Philip Larkin: A Writer's Life by Andrew Motion, Faber pounds 10.99. The most admired and controversial biography of last year was full of unsettling surprises. The revelation that the Hermit of Hull enjoyed a turbulent private life (a clutch of adoring lovers and a taste for porn) would alone have been enough to ruffle preconceptions; the exposure of the mild-mannered librarian's snarling prejudices - his racism may have been unexceptional among his generation but is none the prettier for that - provoked howls of denial. In fact, though this absorbing book makes clear that in Larkin 'the flower of art grew on a long stalk' out of some pretty mucky stuff, Motion's sympathy for his subject is unwavering, his shrewd and touching account of the painful making of the poetry consistently illuminating.

The Strange Ride of Rudyard Kipling by Angus Wilson, Pimlico pounds 10. Wilson suggests that Kipling, like his greatest creation, Kim, never really knew who he was. Born in Bombay in 1865, he was left at the age of six with strange guardians in Southsea. His parents stayed away for six years, and the experience had a lasting impact on his life: he never regained equilibrium, never settled, and India and childhood became major preoccupations of his art. Kipling remains a mystery even to Wilson, but perhaps this lovingly written critical biography gets as close as anyone ever will to a man who, far from being a mere jingoist, was himself an outsider.

Britons; Forging the Nation 1707-1837 by Linda Colley, Picador pounds 10. A scintillating account of the way in which a sense of British identity was born of Britain's religious, commercial and military conflicts, above all with France. Colley is a superb storyteller who can capture the attention of the historian and lay reader alike; perhaps her most impressive achievement is not to have set patriotism centre-stage, and to have suggested, in the subtlest way, just how fragile Britain's identity actually is.
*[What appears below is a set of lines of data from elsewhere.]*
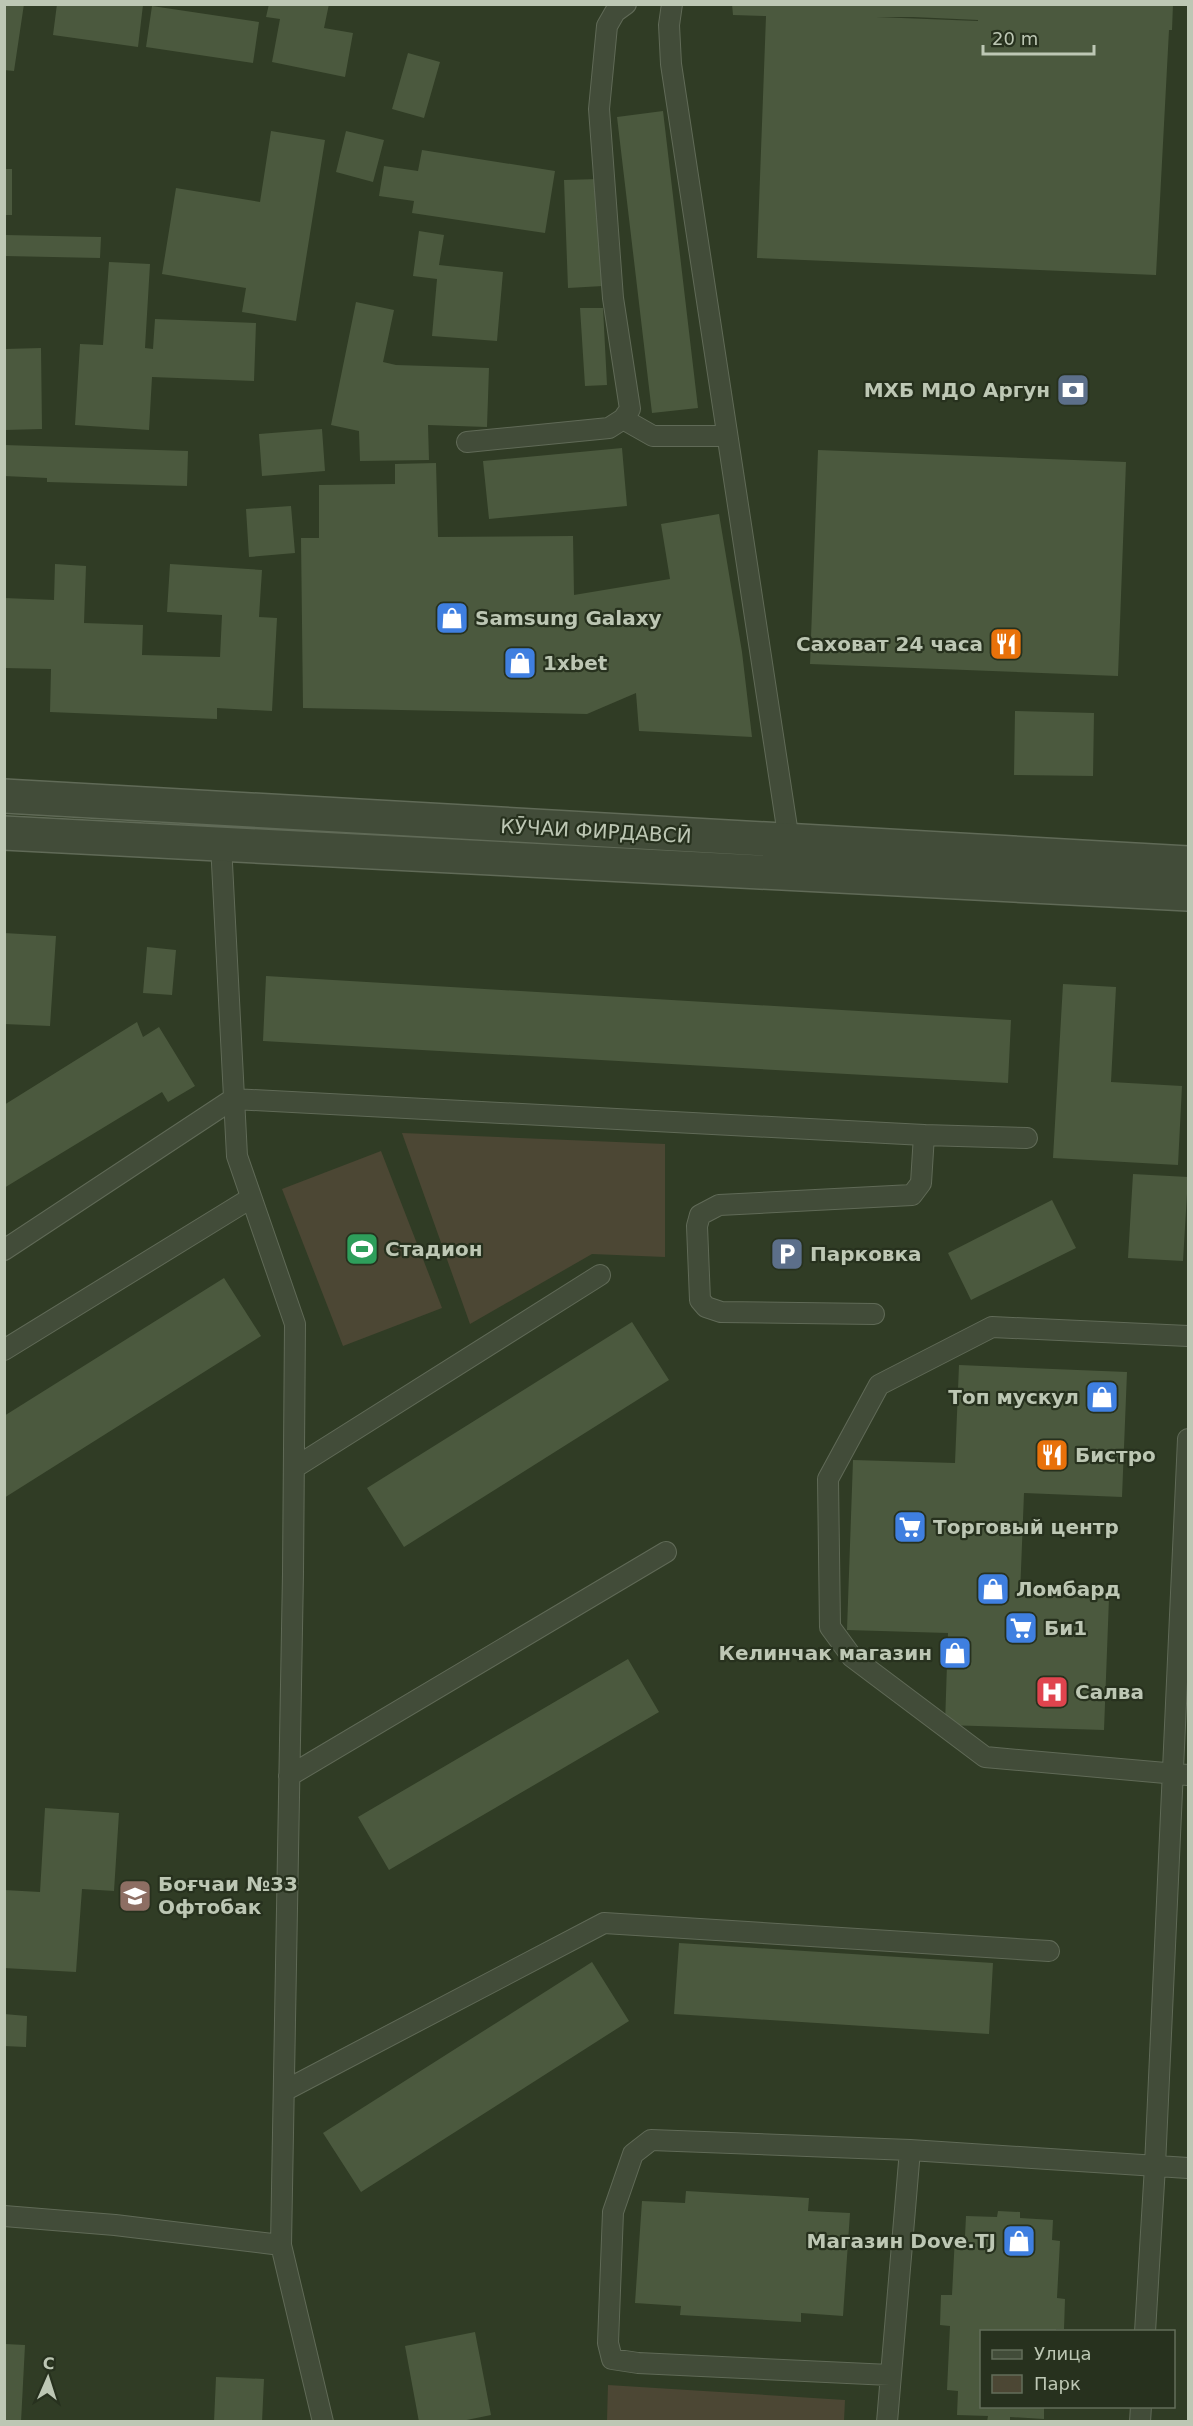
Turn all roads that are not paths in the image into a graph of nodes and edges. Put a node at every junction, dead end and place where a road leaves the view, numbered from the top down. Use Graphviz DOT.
graph roads {
  1 [pos="626,4"];
  2 [pos="672,4"];
  3 [pos="623,419"];
  4 [pos="728,436"];
  5 [pos="467,442"];
  6 [pos="4,796"];
  7 [pos="223,810"];
  8 [pos="4,833"];
  9 [pos="789,841"];
  10 [pos="221,844"];
  11 [pos="1188,863"];
  12 [pos="1188,894"];
  13 [pos="233,1099"];
  14 [pos="924,1135"];
  15 [pos="1027,1138"];
  16 [pos="251,1198"];
  17 [pos="4,1250"];
  18 [pos="600,1275"];
  19 [pos="874,1314"];
  20 [pos="1188,1336"];
  21 [pos="4,1350"];
  22 [pos="1188,1439"];
  23 [pos="294,1468"];
  24 [pos="666,1552"];
  25 [pos="1181,1775"];
  26 [pos="289,1776"];
  27 [pos="1048,1951"];
  28 [pos="284,2091"];
  29 [pos="910,2150"];
  30 [pos="1155,2166"];
  31 [pos="1188,2168"];
  32 [pos="4,2217"];
  33 [pos="281,2246"];
  34 [pos="1145,2330"];
  35 [pos="890,2375"];
  36 [pos="322,2421"];
  37 [pos="887,2421"];
  1 -- 3 [label="lane"];
  2 -- 4 [label="lane"];
  3 -- 4 [label="lane"];
  3 -- 5 [label="lane"];
  4 -- 9 [label="lane"];
  6 -- 7 [label="street, КӮЧАИ ФИРДАВСӢ"];
  7 -- 9 [label="street, КӮЧАИ ФИРДАВСӢ"];
  7 -- 10 [label="street"];
  8 -- 10 [label="street, КӮЧАИ ФИРДАВСӢ"];
  9 -- 11 [label="street, КӮЧАИ ФИРДАВСӢ"];
  10 -- 12 [label="street, КӮЧАИ ФИРДАВСӢ"];
  10 -- 13 [label="lane"];
  13 -- 14 [label="lane"];
  13 -- 16 [label="lane"];
  13 -- 17 [label="lane"];
  14 -- 15 [label="lane"];
  14 -- 19 [label="lane"];
  16 -- 21 [label="lane"];
  16 -- 23 [label="lane"];
  18 -- 23 [label="lane"];
  20 -- 25 [label="lane"];
  22 -- 25 [label="lane"];
  23 -- 26 [label="lane"];
  24 -- 26 [label="lane"];
  25 -- 30 [label="lane"];
  26 -- 28 [label="lane"];
  27 -- 28 [label="lane"];
  28 -- 33 [label="lane"];
  29 -- 30 [label="lane"];
  29 -- 35 [label="lane"];
  29 -- 35 [label="lane"];
  30 -- 31 [label="lane"];
  30 -- 34 [label="lane"];
  32 -- 33 [label="lane"];
  33 -- 36 [label="lane"];
  35 -- 37 [label="lane"];
}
Songs of Enchantment by Ben Okri, Vintage pounds 5.99. Okri's novel begins where the Booker-winning The Famished Road left off: once again Nigerian peasant life is refracted through the weird poetic consciousness of Azaro, the spirit child, although this time Azaro is himself the narrator. Shorter than its predecessor, Songs of Enchantment is both a love story and an account of the conflict between the parties of the Rich and Poor. Okri's visionary prose- poetic style can become at points rather monotonous, but his voice is all his own.
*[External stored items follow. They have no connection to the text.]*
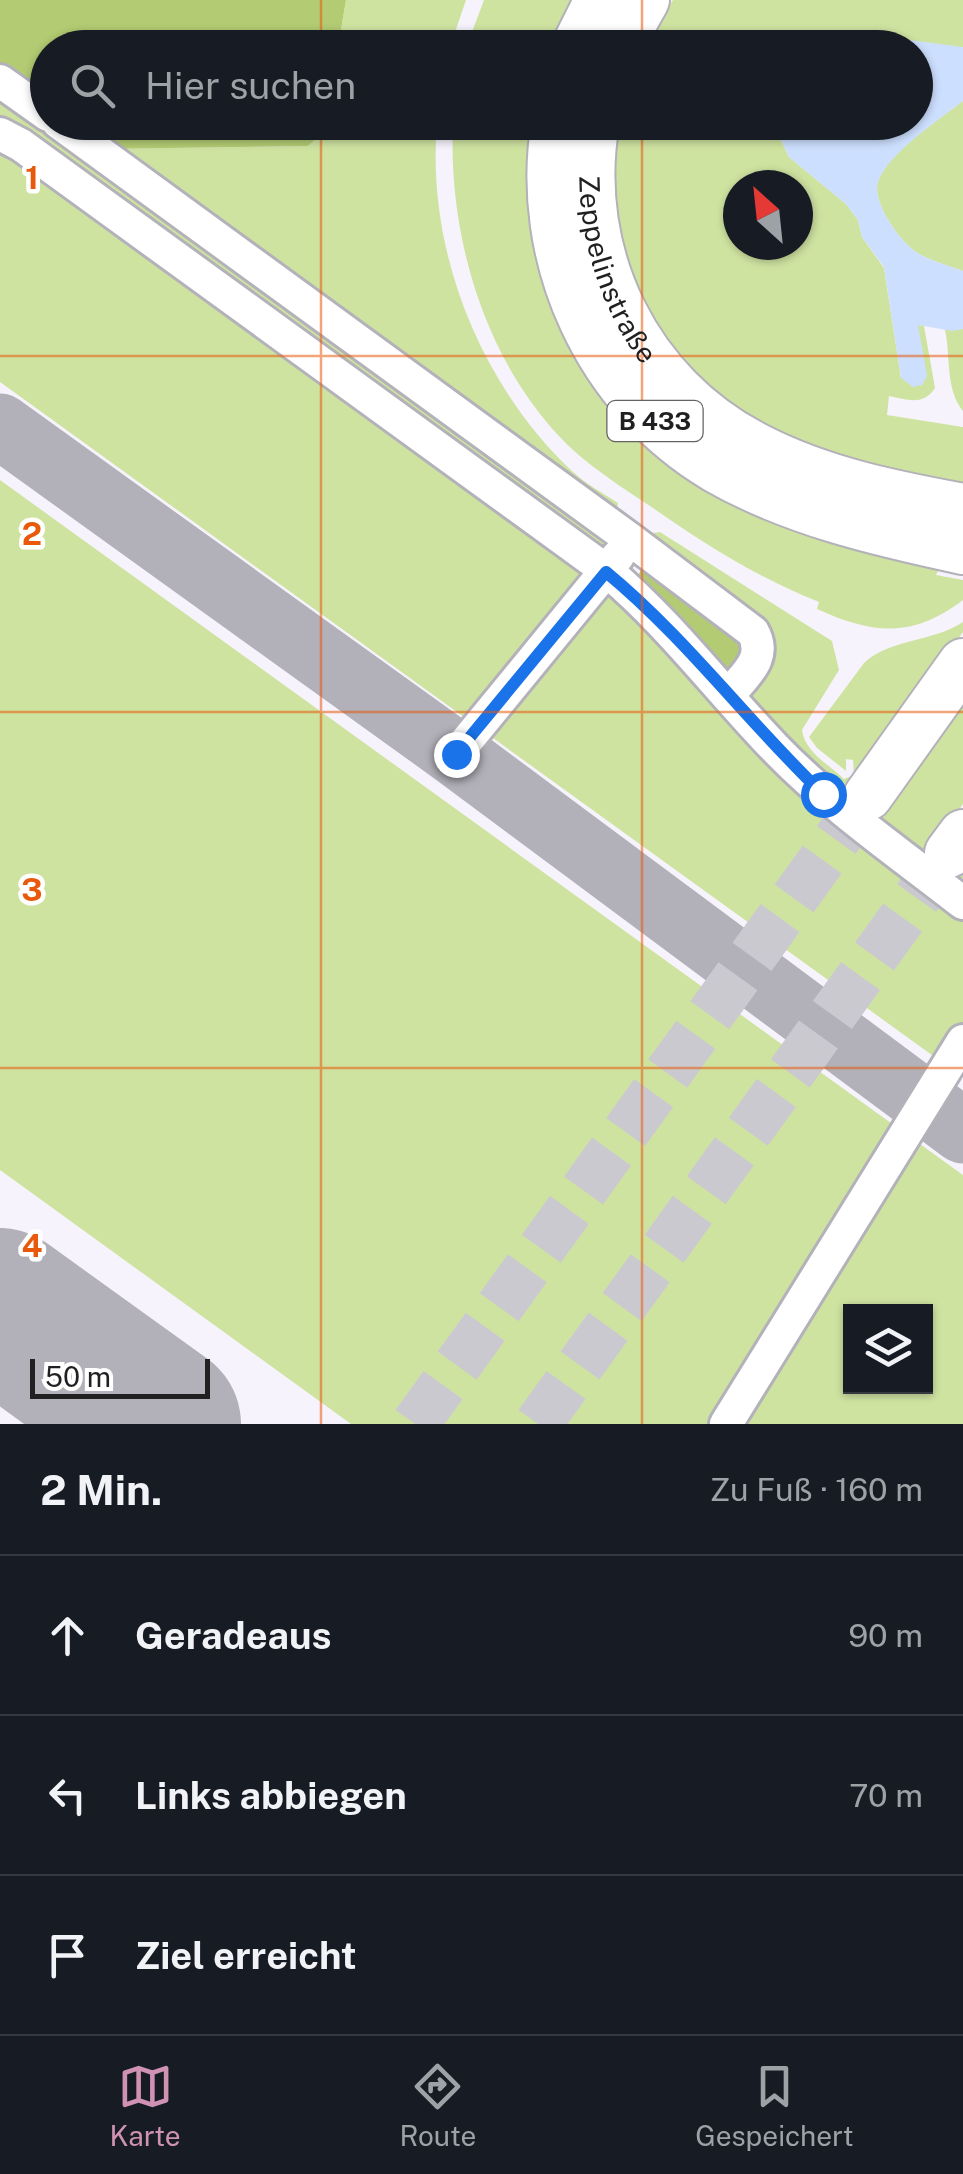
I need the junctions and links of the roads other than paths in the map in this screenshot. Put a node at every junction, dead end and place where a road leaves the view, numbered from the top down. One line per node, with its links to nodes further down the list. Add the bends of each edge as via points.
1 (600, 0): 3 (highway)
2 (646, 0): 4 (highway)
3 (585, 30)
4 (628, 30)
5 (0, 81): 6 (lane)
6 (30, 102)
7 (0, 134): 13 (lane)
8 (83, 140): 12 (lane)
9 (555, 140): 11 (highway, B 433, via 552,196 576,307 646,411 695,455 758,490 830,516)
10 (593, 140): 11 (highway, Zeppelinstraße / B 433, via 589,186 599,253 631,330 668,381 720,426 776,457)
11 (959, 535)
12 (633, 537): 13 (lane); 15 (lane, via 759,643 760,655)
13 (606, 572): 15 (lane, via 644,602); 16 (lane)
14 (963, 663): 17 (highway)
15 (728, 696): 18 (lane, via 823,794)
16 (456, 754)
17 (868, 796)
18 (963, 903)
19 (963, 1042): 20 (lane)
20 (726, 1424)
The Foul and The Fragrant: Odour and the Social Imagination by Alain Corbin, Picador pounds 6.99. While most history tends to come with air-freshener, Corbin sets out to put the smell back into the past. In fact, Corbin's book is narrower than its title would suggest. It traces the assault on bad smells - especially those associated with poverty, sex and mortality - in 18th and 19th century France: 'Far from the odour of the masses, the bourgeoisie set out to purify the breath of the house: rooms had to be aired after the maid had stayed in them for an extended period of time, after a peasant women had called, or after a worker's delegation had passed through'. Yet Corbin also offers new perspectives on historical developments both within France and beyond it, and makes our horror of human smell seem itself a little odious.

Roots Schmoots by Howard Jacobson, Penguin pounds 6.99. In the course of his 'Jewjewjourney' around the world, Jacobson encounters gay Jews in New York, Christian Jews in Los Angeles, racist Jews in West Jerusalem, left-wing Jews in East Jerusalem and forgotten Jews in Lithuania. Paradoxically, he is struck by what Jews share and the experience deepens his own secular, sceptical, and ironic version of Jewishness - a version that finds witty and unsentimental expression in this travelogue.

The Imaginary Monkey by Sean French, Granta pounds 5.99. When fat Greg is rejected by plump Susan in favour of thinner, suaver Tony, he wills his own transformation into a migratory bird - or, as it turns out, a monkey. This permits Greg to enter into a relationship with Susan again, although as a family pet. As an allegory on jealousy and obsession, French's first novel is a little thin, but it is funny, fast-moving and short, and a delight to read.